## Problem to work on
Filter the records, keeping every line that has the string "down".

## Record extracts
-- Opening Marker --

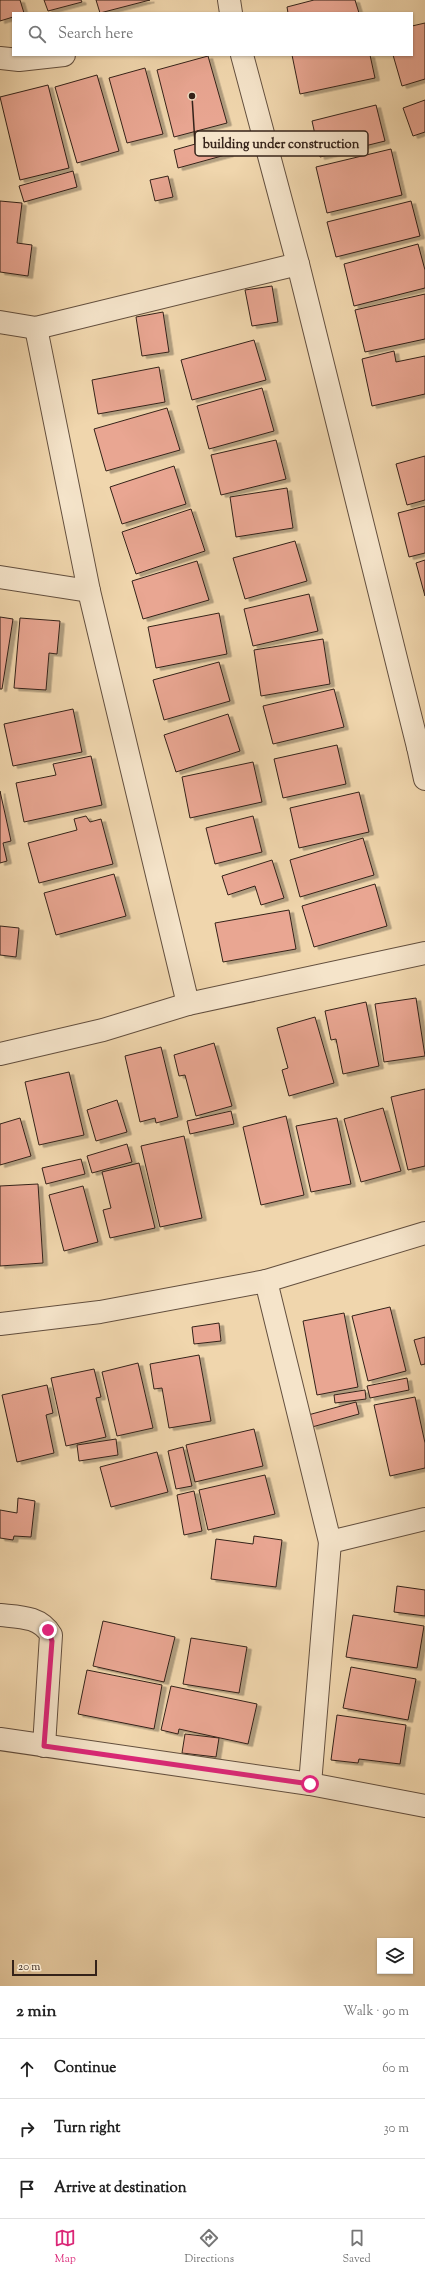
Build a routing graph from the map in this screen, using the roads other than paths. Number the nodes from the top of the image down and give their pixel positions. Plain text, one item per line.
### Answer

-- Closing Marker --
-- Opening Marker --

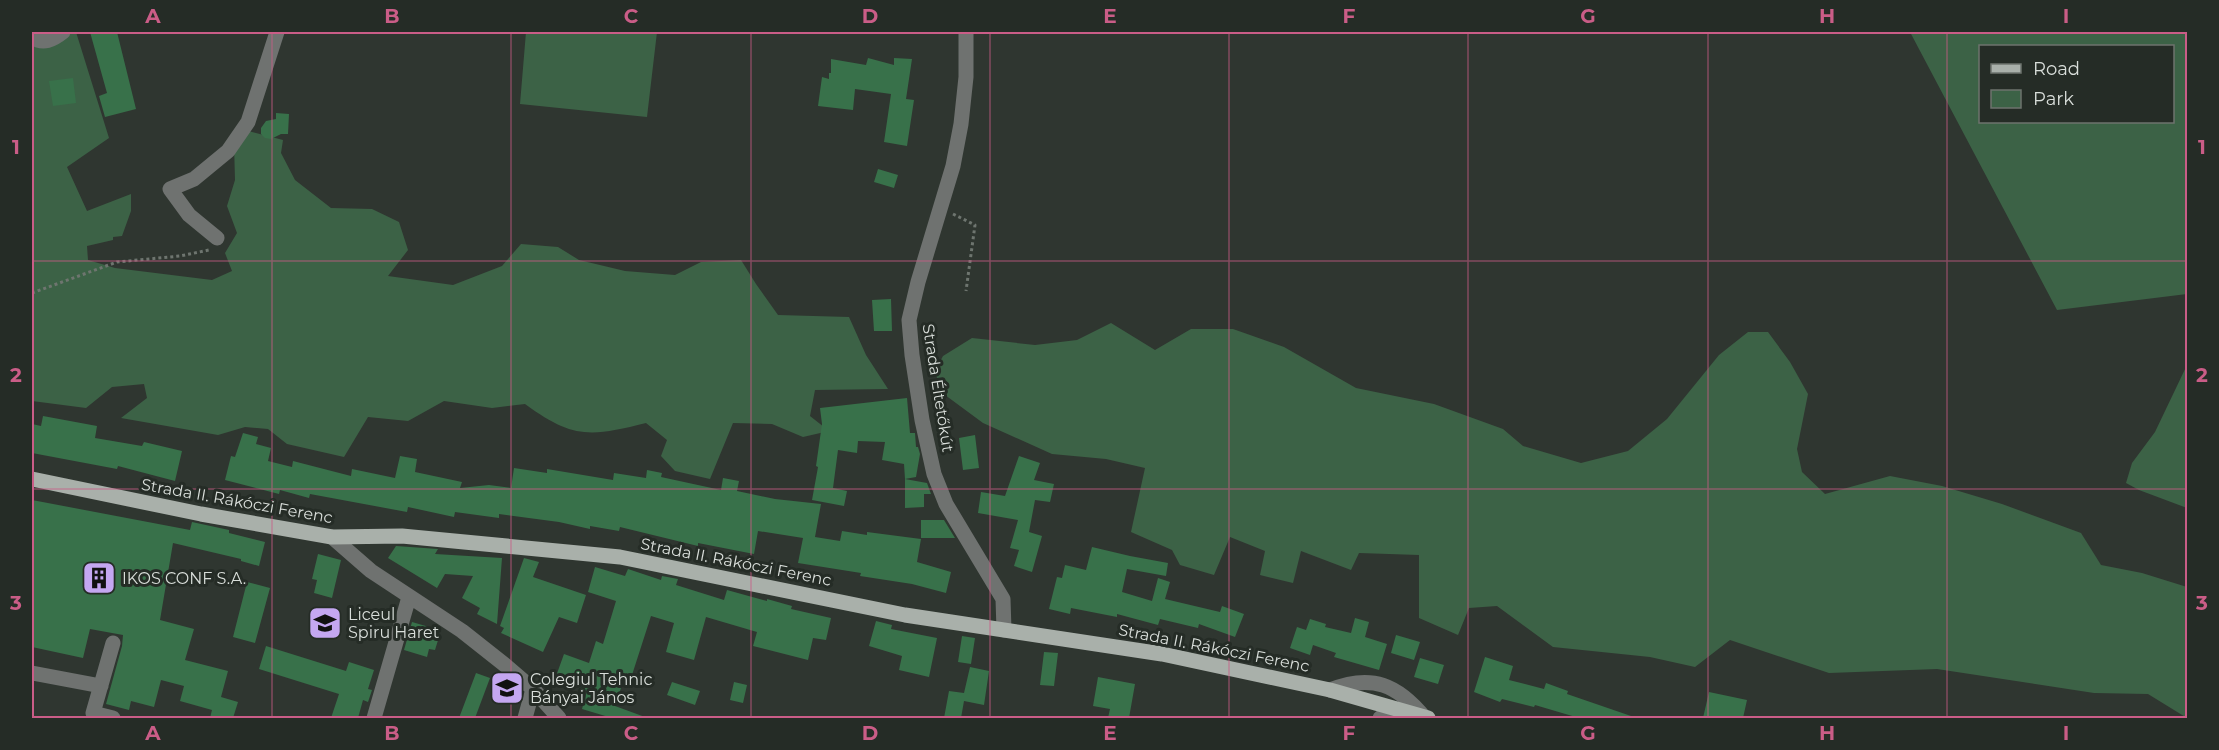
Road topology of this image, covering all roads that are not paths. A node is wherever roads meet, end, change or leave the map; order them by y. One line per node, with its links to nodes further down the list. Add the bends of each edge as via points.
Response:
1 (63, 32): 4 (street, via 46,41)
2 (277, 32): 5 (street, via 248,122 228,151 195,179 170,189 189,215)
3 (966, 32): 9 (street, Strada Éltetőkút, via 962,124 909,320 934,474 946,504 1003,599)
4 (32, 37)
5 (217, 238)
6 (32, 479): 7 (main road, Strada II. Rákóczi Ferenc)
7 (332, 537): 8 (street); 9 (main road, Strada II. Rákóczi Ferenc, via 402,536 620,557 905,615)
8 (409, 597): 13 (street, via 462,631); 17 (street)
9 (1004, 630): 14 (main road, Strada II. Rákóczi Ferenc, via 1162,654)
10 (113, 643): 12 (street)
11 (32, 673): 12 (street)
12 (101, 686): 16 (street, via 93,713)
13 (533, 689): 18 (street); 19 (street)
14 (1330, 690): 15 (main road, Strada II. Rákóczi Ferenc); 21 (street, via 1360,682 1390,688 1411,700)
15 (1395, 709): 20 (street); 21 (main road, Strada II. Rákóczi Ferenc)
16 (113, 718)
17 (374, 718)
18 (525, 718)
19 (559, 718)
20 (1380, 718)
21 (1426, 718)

-- Closing Marker --

## Solution to this task
Build a routing graph from the map in this screen, using the roads other than paths. Number the nodes from the top of the image down and give their pixel positions. Plain text, one item per line.
Road topology of this image, covering all roads that are not paths. A node is wherever roads meet, end, change or leave the map; order them by y. One line per node, with its links to nodes further down the list. Add the bends of each edge as via points.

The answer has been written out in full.